How I Write: The Secret Lives of Authors
Categories: Staff Picks , Nonfiction
After turning the last page of a particularly breathtaking book, have you ever said to yourself, “Hmmm, I wonder where the inspiration for that came from?” You aren’t alone. Driven by the need to “tear down the invisible wall between us readers and them writers and see what’s really going on behind the page,” Dan Crowe and Philip Oltermann took an unusual approach to exploring the creative writing process. Instead of relying on the standard Q&A exchange, they asked the writers to “…think for a minute about which object, picture, or document in your study reveals most about the relationship between living and writing, and then send it to us.” The resulting essays and photographs, collected together in How I Write: The Secret Lives of Authors are surprisingly fascinating!
Some excerpts:
Jay McInery: “This is an Acheulian hand axe, approximately half a million years old, crafted by Homo Erectus, which was given to me by my friend Hamilton Russell…I like to heft it and hold it between paragraphs. It fits the palm beautifully. It reminds me of a friend and a beautiful landscape; sometimes I try to imagine its maker and his world.
Siri Hustvedt: “Attached to the ring was a small chain with a label, on which my father had written in his unmistakable hand: “Unknown keys.” I now work with these unknown keys near me. They have become not only a reminder of my father—the man who is no longer there—but a sign of the act of writing itself. These keys to phantom doors, suitcases, safes, and diaries are linked in my mind to making stories. Now orphaned, they serve only as literal doubles of the imaginary keys that unlock nameless interiors: the peculiar dream spaces of fiction.”
Ian Rankin: “The object in my office I treasure most is probably a framed photograph. It shows the battered signage above Edinburgh’s Oxford Bar…There are few frills to the Ox: no piped music, little in the way of hot food (pies, pasties). It’s a place for drink and for conversation. I decided Inspector Rebus would like it, so he started drinking there too…That photograph helps me get inside the head of Rebus, and of other characters in any Edinburgh-based book I happen to be writing. It keeps me grounded, also acts as a taskmaster: if I can get a good day’s work done, I can reward myself with a pint later on…”
Lionel Shriver: “This is Clippity. He reminds me to eschew fancy-schmancy character names groaning from overloads of symbolism, and to sometimes prefer the obvious…On uninspired afternoons (and they are legion), I can wind up my tenacious toy, and he will clop-clop-clop across the wood. If a cheap, threadbare donkey from Howard Johnson’s can walk the walk after over forty years, surely my rusty imagination can crank out another miserable paragraph at an age barely more advanced.”

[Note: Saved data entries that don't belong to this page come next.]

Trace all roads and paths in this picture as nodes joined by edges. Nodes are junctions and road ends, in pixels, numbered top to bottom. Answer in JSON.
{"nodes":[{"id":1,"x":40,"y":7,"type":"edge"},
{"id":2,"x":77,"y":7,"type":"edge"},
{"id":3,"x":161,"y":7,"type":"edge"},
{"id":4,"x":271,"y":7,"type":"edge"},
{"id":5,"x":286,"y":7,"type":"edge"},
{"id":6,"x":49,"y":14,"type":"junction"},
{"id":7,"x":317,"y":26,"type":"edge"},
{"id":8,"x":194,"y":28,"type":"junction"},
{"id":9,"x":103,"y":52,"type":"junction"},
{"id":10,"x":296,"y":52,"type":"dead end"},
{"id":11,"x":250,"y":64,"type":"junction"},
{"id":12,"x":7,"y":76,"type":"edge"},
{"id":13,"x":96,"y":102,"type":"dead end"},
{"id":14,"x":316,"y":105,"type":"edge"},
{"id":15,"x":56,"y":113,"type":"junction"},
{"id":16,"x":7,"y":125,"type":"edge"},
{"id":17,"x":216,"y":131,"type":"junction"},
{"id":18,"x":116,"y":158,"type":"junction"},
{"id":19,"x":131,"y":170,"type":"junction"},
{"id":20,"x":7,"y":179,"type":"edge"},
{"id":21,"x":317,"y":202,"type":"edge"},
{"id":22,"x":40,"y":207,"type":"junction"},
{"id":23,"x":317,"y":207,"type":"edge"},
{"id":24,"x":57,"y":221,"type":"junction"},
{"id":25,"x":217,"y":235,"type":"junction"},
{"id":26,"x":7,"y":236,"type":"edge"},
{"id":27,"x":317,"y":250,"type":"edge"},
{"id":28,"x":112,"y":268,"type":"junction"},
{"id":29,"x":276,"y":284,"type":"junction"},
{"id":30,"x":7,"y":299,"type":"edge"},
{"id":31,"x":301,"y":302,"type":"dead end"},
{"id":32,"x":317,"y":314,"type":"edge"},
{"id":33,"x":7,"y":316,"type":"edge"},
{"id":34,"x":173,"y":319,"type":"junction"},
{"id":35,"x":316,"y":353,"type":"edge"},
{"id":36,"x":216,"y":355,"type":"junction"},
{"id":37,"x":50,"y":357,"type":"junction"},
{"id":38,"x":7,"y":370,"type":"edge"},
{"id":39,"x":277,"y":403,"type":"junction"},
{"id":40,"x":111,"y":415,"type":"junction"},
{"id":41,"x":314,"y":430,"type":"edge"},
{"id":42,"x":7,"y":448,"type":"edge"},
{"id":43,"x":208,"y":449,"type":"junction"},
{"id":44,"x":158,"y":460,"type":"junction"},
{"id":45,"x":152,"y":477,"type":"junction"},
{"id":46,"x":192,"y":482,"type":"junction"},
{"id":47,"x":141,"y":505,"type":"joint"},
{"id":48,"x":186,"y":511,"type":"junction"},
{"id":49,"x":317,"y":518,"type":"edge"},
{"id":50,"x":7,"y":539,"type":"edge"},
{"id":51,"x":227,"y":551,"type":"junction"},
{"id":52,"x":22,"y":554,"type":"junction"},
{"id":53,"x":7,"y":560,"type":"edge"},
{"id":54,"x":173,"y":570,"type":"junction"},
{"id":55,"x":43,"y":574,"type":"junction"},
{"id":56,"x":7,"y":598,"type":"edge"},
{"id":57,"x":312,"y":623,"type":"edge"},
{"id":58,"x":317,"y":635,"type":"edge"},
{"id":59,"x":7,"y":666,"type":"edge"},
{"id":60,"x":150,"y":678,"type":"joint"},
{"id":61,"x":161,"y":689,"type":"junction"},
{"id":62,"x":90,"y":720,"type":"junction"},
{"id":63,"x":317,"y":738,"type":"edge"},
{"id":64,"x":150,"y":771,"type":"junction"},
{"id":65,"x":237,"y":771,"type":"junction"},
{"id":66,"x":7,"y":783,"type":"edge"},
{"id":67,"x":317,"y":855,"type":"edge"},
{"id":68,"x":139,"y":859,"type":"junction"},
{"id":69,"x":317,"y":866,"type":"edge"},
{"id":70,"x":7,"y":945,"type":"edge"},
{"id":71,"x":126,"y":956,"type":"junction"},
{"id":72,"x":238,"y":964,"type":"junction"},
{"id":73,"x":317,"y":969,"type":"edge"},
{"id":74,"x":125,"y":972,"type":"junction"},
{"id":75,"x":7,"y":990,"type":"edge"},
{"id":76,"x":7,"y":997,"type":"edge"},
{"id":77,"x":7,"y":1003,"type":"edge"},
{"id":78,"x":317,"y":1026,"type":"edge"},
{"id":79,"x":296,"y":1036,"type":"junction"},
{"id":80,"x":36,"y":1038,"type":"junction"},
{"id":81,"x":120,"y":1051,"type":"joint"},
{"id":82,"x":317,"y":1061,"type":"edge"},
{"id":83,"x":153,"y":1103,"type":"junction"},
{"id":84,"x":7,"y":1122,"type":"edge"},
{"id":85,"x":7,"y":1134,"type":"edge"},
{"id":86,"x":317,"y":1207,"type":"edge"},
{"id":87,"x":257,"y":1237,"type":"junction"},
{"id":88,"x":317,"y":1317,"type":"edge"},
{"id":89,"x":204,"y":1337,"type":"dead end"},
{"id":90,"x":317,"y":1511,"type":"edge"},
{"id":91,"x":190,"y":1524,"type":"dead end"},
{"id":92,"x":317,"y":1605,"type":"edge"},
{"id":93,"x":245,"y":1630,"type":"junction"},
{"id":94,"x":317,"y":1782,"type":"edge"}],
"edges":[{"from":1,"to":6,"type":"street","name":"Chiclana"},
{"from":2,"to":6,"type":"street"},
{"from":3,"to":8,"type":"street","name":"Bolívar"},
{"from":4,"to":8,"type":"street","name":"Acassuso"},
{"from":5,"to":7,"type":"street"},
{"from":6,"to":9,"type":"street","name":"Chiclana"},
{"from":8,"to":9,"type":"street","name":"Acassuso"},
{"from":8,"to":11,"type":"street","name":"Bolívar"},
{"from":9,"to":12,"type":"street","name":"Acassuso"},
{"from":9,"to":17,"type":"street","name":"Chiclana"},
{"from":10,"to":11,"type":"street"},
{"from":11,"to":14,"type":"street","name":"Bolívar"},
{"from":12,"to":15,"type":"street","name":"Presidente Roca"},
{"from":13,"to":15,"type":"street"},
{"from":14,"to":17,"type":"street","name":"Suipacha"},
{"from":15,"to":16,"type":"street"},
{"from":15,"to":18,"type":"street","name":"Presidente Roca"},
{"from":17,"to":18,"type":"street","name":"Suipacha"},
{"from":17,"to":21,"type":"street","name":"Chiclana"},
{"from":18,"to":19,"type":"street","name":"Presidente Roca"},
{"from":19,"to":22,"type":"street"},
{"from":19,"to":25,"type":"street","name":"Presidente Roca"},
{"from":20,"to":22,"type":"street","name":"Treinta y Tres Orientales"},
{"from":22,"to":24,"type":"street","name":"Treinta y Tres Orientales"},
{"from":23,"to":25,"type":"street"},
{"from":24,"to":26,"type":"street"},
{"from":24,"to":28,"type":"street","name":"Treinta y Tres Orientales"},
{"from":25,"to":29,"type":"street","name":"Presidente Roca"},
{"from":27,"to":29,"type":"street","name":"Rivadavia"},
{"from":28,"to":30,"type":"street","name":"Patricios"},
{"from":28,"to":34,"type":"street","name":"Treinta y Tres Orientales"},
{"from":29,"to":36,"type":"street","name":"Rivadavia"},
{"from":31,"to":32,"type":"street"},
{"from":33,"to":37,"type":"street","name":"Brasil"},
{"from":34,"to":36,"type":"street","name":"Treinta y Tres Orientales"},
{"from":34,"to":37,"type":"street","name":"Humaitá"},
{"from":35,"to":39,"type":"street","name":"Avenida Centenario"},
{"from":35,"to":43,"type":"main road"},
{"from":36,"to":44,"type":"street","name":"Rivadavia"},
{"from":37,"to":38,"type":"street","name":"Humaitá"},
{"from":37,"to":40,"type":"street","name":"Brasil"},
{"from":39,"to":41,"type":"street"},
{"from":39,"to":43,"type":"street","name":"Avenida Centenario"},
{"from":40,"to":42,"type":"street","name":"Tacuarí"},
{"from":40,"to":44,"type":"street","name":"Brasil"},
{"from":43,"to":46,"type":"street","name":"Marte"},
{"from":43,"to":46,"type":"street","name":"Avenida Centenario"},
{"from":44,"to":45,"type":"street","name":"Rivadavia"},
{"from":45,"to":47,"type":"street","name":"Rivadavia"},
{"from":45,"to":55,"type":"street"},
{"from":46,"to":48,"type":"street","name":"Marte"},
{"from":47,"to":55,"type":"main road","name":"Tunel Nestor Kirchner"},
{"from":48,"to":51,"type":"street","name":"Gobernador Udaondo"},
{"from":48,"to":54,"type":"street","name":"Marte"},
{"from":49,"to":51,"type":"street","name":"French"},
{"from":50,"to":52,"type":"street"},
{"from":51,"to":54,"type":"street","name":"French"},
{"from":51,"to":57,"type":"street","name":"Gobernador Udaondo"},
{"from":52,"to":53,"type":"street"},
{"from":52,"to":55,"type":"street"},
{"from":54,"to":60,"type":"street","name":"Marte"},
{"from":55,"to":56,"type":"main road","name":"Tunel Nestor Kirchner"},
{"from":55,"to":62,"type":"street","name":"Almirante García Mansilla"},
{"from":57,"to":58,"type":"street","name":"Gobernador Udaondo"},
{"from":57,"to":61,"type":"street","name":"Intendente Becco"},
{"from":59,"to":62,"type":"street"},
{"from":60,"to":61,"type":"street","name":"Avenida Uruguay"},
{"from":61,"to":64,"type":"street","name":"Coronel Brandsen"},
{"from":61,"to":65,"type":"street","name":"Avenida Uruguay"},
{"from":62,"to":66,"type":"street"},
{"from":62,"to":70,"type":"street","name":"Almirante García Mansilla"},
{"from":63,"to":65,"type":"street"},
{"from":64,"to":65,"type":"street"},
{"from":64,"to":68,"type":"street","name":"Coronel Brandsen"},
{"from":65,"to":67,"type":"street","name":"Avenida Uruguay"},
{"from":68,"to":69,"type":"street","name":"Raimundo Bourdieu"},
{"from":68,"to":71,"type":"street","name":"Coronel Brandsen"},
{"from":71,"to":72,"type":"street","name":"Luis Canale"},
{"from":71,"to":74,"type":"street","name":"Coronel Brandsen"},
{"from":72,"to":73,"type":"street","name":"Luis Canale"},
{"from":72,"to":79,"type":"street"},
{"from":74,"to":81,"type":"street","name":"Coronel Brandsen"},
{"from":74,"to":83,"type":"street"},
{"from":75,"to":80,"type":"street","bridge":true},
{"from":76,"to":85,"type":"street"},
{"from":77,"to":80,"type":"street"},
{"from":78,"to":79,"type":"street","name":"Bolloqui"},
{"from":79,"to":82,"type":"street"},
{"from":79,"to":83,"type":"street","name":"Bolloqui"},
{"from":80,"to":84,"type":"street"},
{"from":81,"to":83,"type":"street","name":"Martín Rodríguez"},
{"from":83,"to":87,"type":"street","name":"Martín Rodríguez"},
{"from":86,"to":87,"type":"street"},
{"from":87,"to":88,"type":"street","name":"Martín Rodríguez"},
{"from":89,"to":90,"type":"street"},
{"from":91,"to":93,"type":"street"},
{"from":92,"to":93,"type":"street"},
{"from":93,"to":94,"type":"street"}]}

Will Self: “ I write ideas, tropes, images, observations, snippets of dialogue, themes, factoids, descriptions on these Post-it notes and put them in relevant zones on the wall. Then I organize them into scrapbooks, then I turn them into books.”
Neil LaBute: “One thing that I can always count on to inspire me, however, is the fifty-odd minutes of music woe that Frank Sinatra spins on his album, In the Wee Small Hours. It’s not just the music—which absolutely takes my breath away—but even the cover art can do the trick: Frank, with a trademark fedora looking down and forlorn as a Hopper-esque landscape spreads itself out behind him.”
Sure, Christmas is still months away, but if you know any writers, this is definitely something to keep in mind as a potential gift.